▶ _Exercise objective_
Your task is to give the records again exactly. Leave each picture out.

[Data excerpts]
▼

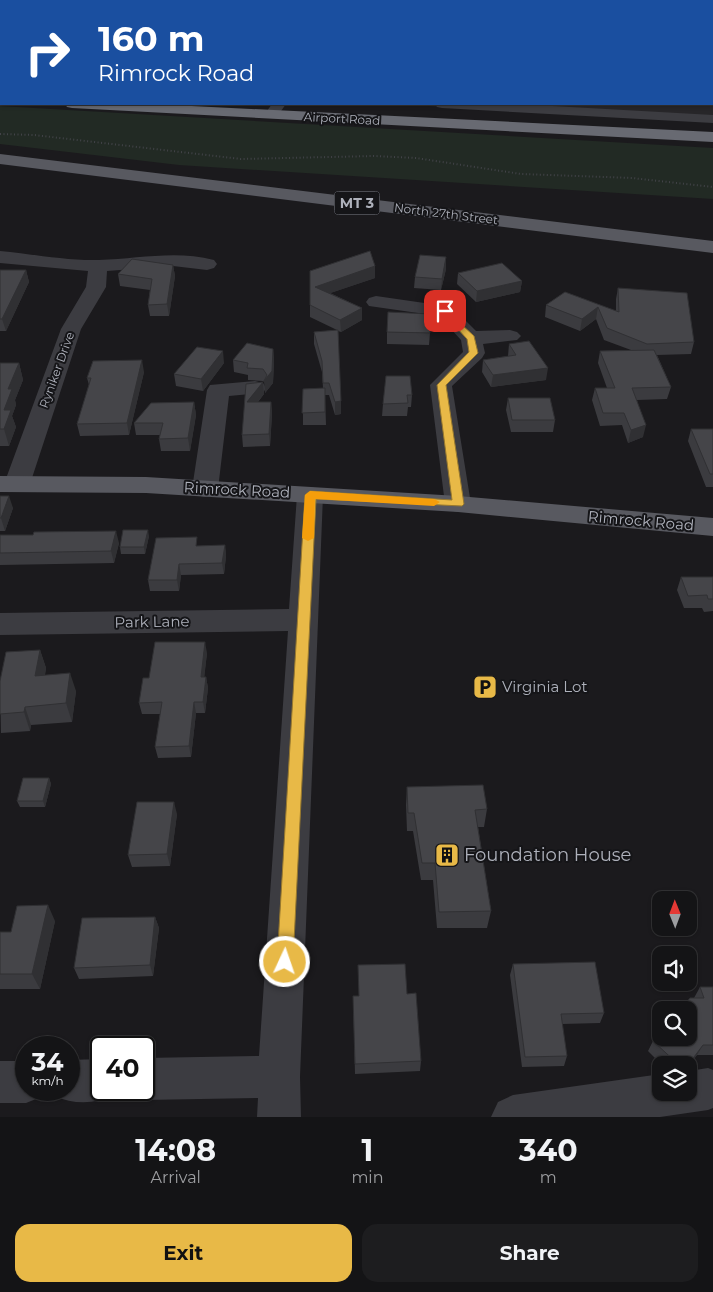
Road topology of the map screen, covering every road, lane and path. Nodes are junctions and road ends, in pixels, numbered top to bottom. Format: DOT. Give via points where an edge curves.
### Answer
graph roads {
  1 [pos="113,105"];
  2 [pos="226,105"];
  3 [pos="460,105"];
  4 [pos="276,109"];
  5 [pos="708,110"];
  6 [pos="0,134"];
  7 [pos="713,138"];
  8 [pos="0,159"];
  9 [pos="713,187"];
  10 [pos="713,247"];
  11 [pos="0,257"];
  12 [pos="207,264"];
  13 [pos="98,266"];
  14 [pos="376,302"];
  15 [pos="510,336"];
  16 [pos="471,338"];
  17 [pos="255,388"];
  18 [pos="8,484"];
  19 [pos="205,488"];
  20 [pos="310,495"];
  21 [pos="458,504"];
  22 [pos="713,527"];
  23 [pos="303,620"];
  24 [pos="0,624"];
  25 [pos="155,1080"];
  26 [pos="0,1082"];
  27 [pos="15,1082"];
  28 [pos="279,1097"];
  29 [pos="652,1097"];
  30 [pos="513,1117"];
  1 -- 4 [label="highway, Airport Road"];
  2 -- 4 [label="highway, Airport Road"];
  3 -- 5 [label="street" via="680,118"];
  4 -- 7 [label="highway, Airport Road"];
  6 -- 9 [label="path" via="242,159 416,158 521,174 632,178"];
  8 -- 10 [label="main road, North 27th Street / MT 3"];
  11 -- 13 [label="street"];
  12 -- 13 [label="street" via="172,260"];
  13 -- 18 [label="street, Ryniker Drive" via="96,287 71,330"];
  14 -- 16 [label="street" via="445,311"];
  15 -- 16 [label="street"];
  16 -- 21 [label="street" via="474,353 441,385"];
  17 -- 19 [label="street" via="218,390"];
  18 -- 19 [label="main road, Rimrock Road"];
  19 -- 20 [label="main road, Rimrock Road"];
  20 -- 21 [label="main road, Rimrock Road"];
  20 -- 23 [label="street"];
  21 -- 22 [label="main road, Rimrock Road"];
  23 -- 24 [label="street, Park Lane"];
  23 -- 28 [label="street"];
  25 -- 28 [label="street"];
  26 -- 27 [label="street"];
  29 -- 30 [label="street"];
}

▲

▶ _Answer section_
Road topology of the map screen, covering every road, lane and path. Nodes are junctions and road ends, in pixels, numbered top to bottom. Format: DOT. Give via points where an edge curves.
### Answer
graph roads {
  1 [pos="113,105"];
  2 [pos="226,105"];
  3 [pos="460,105"];
  4 [pos="276,109"];
  5 [pos="708,110"];
  6 [pos="0,134"];
  7 [pos="713,138"];
  8 [pos="0,159"];
  9 [pos="713,187"];
  10 [pos="713,247"];
  11 [pos="0,257"];
  12 [pos="207,264"];
  13 [pos="98,266"];
  14 [pos="376,302"];
  15 [pos="510,336"];
  16 [pos="471,338"];
  17 [pos="255,388"];
  18 [pos="8,484"];
  19 [pos="205,488"];
  20 [pos="310,495"];
  21 [pos="458,504"];
  22 [pos="713,527"];
  23 [pos="303,620"];
  24 [pos="0,624"];
  25 [pos="155,1080"];
  26 [pos="0,1082"];
  27 [pos="15,1082"];
  28 [pos="279,1097"];
  29 [pos="652,1097"];
  30 [pos="513,1117"];
  1 -- 4 [label="highway, Airport Road"];
  2 -- 4 [label="highway, Airport Road"];
  3 -- 5 [label="street" via="680,118"];
  4 -- 7 [label="highway, Airport Road"];
  6 -- 9 [label="path" via="242,159 416,158 521,174 632,178"];
  8 -- 10 [label="main road, North 27th Street / MT 3"];
  11 -- 13 [label="street"];
  12 -- 13 [label="street" via="172,260"];
  13 -- 18 [label="street, Ryniker Drive" via="96,287 71,330"];
  14 -- 16 [label="street" via="445,311"];
  15 -- 16 [label="street"];
  16 -- 21 [label="street" via="474,353 441,385"];
  17 -- 19 [label="street" via="218,390"];
  18 -- 19 [label="main road, Rimrock Road"];
  19 -- 20 [label="main road, Rimrock Road"];
  20 -- 21 [label="main road, Rimrock Road"];
  20 -- 23 [label="street"];
  21 -- 22 [label="main road, Rimrock Road"];
  23 -- 24 [label="street, Park Lane"];
  23 -- 28 [label="street"];
  25 -- 28 [label="street"];
  26 -- 27 [label="street"];
  29 -- 30 [label="street"];
}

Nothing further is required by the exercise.